Dr. Margaret Geller Awarded the 2013 APS Julius Edgar Lilienfeld Prize

Dr. Margaret Geller has been awarded the 2013 Julius Edgar Lilienfeld Prize of the American Physical Society (APS). Established in 1988, the Lilienfeld Prize recognizes a most outstanding contribution to physics. Previous honorees include Alan Guth, Stephen Hawking, David Schramm, Kip Thorne, and Michael Turner.

The citation for Dr. Geller's award reads, "For her pioneering work leading to the discovery of the large-scale structure of the universe and for her extraordinary contributions to science education of diverse audiences around the world." She will receive the Prize at the March 2013 meeting of the APS in Baltimore, Maryland and will give a plenary Lecture.

Dr. Geller's pioneering maps of the nearby universe revolutionized cosmological research. On vast scales, galaxies delineate filaments and sheets surrounding or nearly surrounding very low density voids in the galaxy distribution. Together with fluctations in the temperature of the cosmic microwave background, this discovery dramatically changed the way scientists think about the large-scale structure of the universe and continues to provide fundamental observational constraints on the origin and evolution of the universe.

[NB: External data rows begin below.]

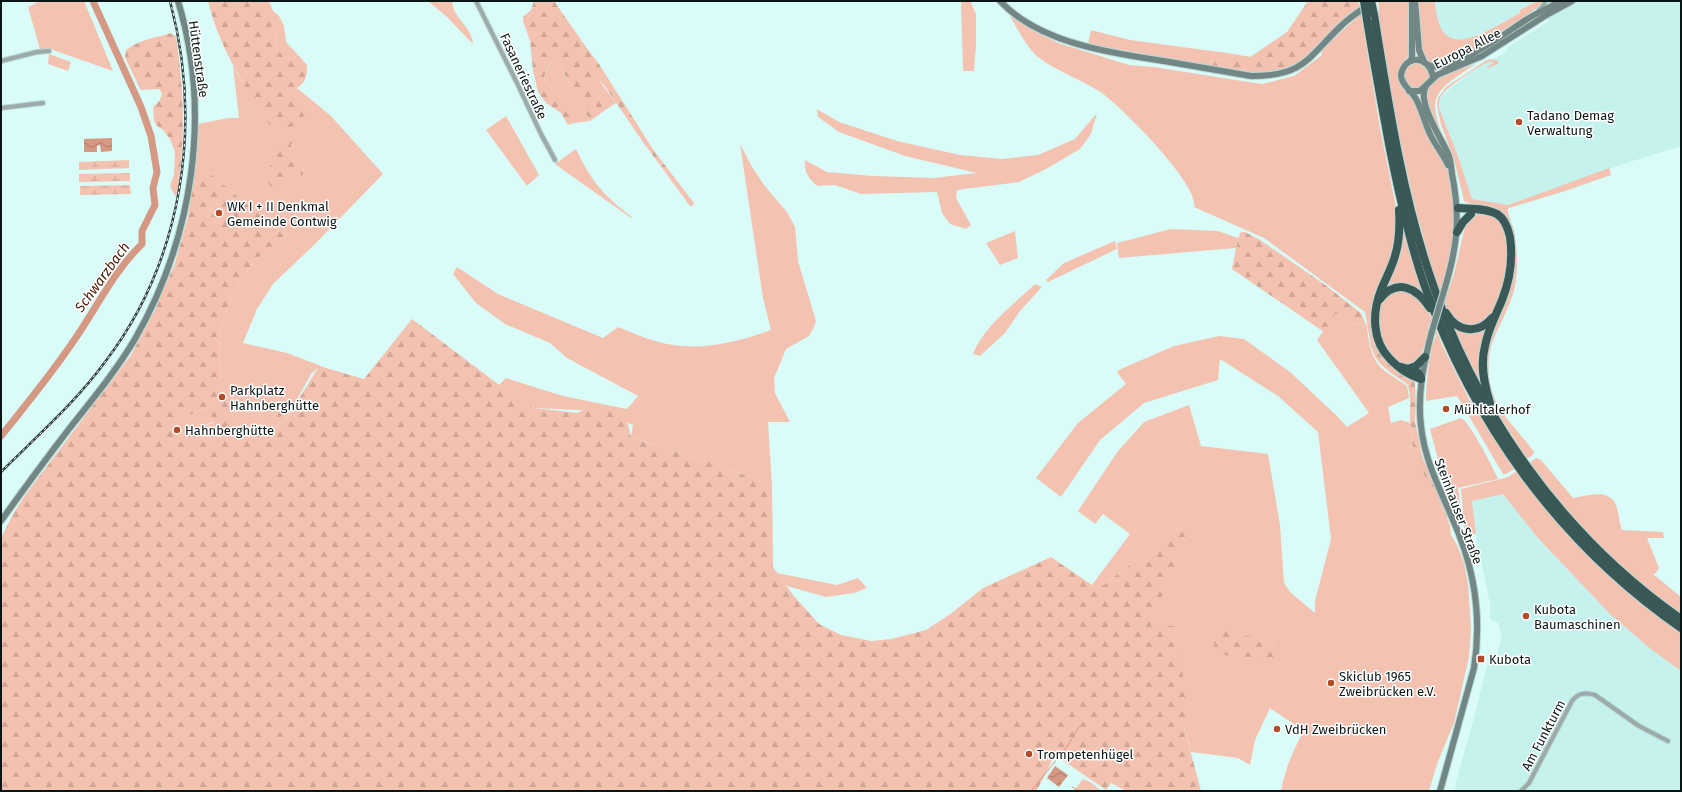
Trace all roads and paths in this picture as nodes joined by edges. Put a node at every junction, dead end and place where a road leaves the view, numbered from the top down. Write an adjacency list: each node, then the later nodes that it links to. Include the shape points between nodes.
1 (178, 1): 40 (main road, Hüttenstraße, via 189,53 195,121 192,170 184,214 167,272 135,338)
2 (476, 1): 24 (street, Fasaneriestraße)
3 (1000, 1): 5 (main road, via 1031,24 1080,44 1127,55 1251,76 1269,76 1302,65 1343,24)
4 (1364, 1): 13 (highway, bridge)
5 (1372, 1): 13 (highway, bridge)
6 (1412, 1): 17 (main road)
7 (1415, 1): 18 (main road, via 1419,50)
8 (1545, 1): 14 (street)
9 (1552, 1): 10 (street)
10 (1556, 1)
11 (1561, 1): 14 (main road, Europa Allee)
12 (1572, 1): 19 (main road, Europa Allee, via 1482,56)
13 (1370, 17): 26 (highway, via 1375,72); 31 (highway, via 1398,154)
14 (1529, 18): 18 (main road, Europa Allee, via 1468,56 1439,67)
15 (49, 51): 16 (street)
16 (1, 60)
17 (1411, 61): 18 (main road); 21 (main road, via 1404,66 1401,75)
18 (1425, 63): 19 (main road, via 1432,70)
19 (1434, 78): 20 (main road)
20 (1426, 86): 21 (main road, via 1420,91); 25 (main road, via 1423,92 1426,107 1449,157)
21 (1410, 91): 25 (main road, via 1416,98 1430,135)
22 (43, 103): 23 (street)
23 (1, 108)
24 (555, 160)
25 (1452, 174): 27 (main road, Steinhauser Straße)
26 (1399, 191): 32 (highway, via 1398,245); 34 (highway, via 1423,282)
27 (1458, 208): 28 (highway); 29 (highway, via 1463,213); 30 (main road, Steinhauser Straße)
28 (1486, 211): 29 (highway); 33 (highway, via 1497,214 1504,220 1510,242 1509,278)
29 (1471, 214): 30 (highway)
30 (1458, 232): 35 (main road, Steinhauser Straße, bridge)
31 (1434, 290): 33 (highway, via 1451,320 1463,329 1481,328); 39 (highway, via 1458,350)
32 (1378, 302): 34 (highway, via 1393,289 1409,288 1422,297); 36 (highway, via 1375,324 1378,339 1384,352)
33 (1496, 313): 39 (highway, via 1487,337 1483,361 1486,388)
34 (1439, 323): 42 (highway, via 1452,355 1491,428 1532,486 1600,562)
35 (1425, 357): 37 (highway, via 1416,366); 38 (main road, Steinhauser Straße)
36 (1393, 362): 37 (highway); 38 (highway, via 1406,373)
37 (1408, 369): 38 (highway, via 1417,371)
38 (1421, 379): 44 (main road, Steinhauser Straße, via 1419,406 1425,449 1468,560 1477,614 1474,668)
39 (1496, 420): 41 (highway, via 1540,484 1587,538 1649,596)
40 (1, 521)
41 (1681, 619)
42 (1681, 628)
43 (1668, 741): 45 (street, Am Funkturm, via 1639,726 1595,695 1580,694 1572,701 1529,783)
44 (1440, 791)
45 (1521, 791)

In more than 200 public lectures, Dr. Geller has brought the beauty and the excitement of science to audiences ranging from 50 people at a local public library to more than 5000 at major venues like Chautauqua. Her award-winning films Where the Galaxies Are and So Many Galaxies ... So Little Time have been viewed by millions of people in major science museums worldwide. A current film, "Hectomap," shows the beauty of the large-scale structure from her observations with the MMT on Mt. Hopkins, Arizona and is on display at the National Air and Space Museum in Washington, DC.

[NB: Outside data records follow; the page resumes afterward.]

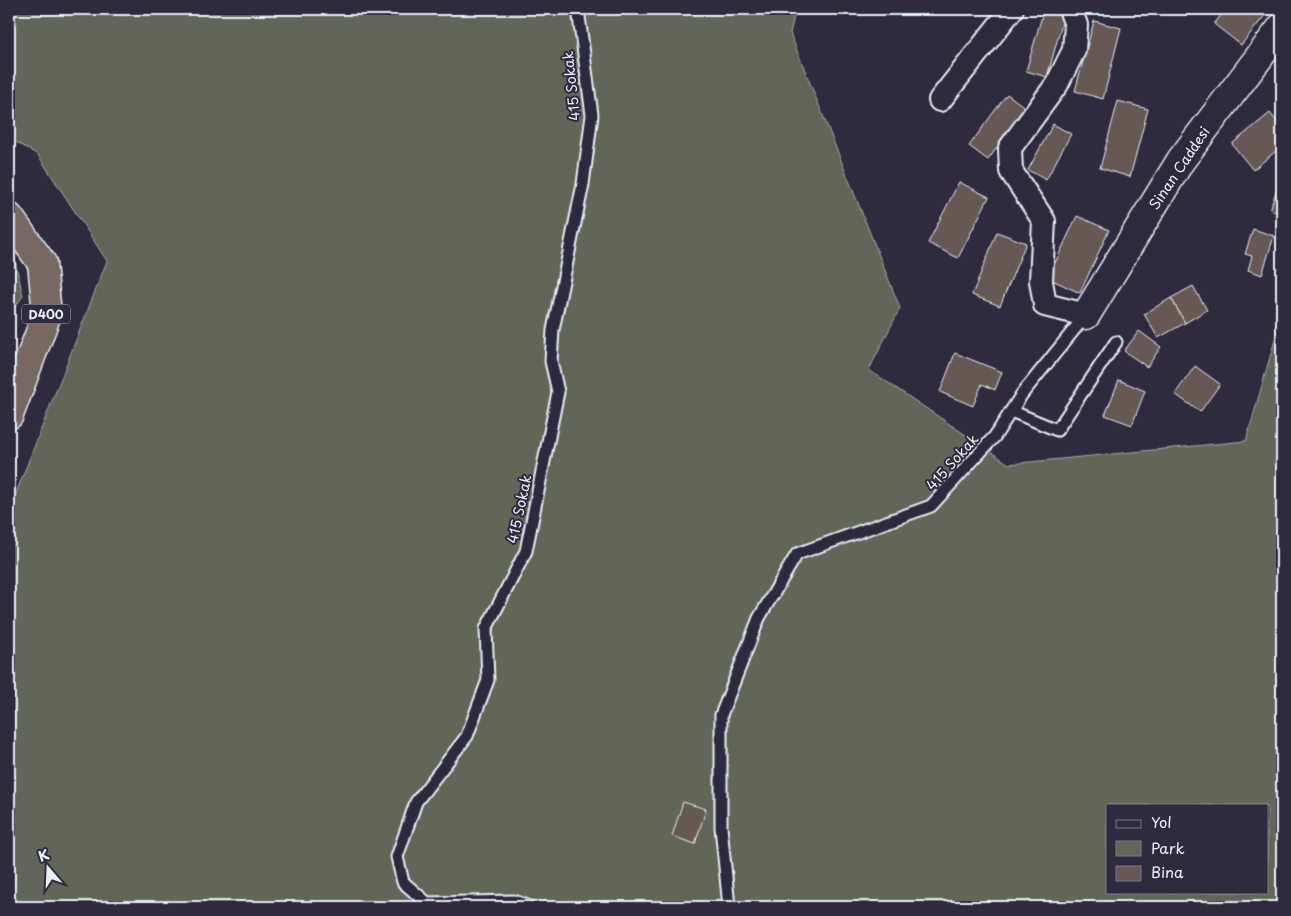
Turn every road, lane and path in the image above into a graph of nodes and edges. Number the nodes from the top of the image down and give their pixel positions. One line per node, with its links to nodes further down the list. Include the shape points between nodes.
1 (578, 9): 11 (lane, 415 Sokak, via 592,115 583,184 553,330 550,361 558,392 526,551 486,629 488,680 467,736 416,802 397,857 403,882 427,903 514,901)
2 (1012, 9): 5 (street)
3 (1070, 9): 7 (street, via 1076,25 1074,50 1056,84 1010,148 1011,170 1044,221 1041,281 1044,305)
4 (1282, 27): 7 (street, Sinan Caddesi, via 1181,160)
5 (940, 100)
6 (9, 217): 10 (highway, D400, via 42,263 46,314)
7 (1086, 315): 9 (lane, 415 Sokak)
8 (1116, 342): 9 (lane, via 1057,430)
9 (1011, 410): 12 (lane, 415 Sokak, via 996,436 931,506 797,554 759,618 720,714 721,827)
10 (9, 415)
11 (530, 907)
12 (729, 907)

Dr. Geller is a member of the National Academy of Sciences and the American Academy of Arts and Sciences. She is a Fellow of the American Association for the Advancement of Science and the American Physical Society. In 1990, Dr. Geller was awarded a MacArthur Fellowship. She has also received the Newcomb-Cleveland Prize from the American Association for the Advancement of Science (1989), the Magellanic Premium from the American Philosophical Society (2008), the James Craig Watson Medal of the National Academy of Sciences (2010), and the Henry Norris Russell Lectureship of the American Astronomical Society (2010).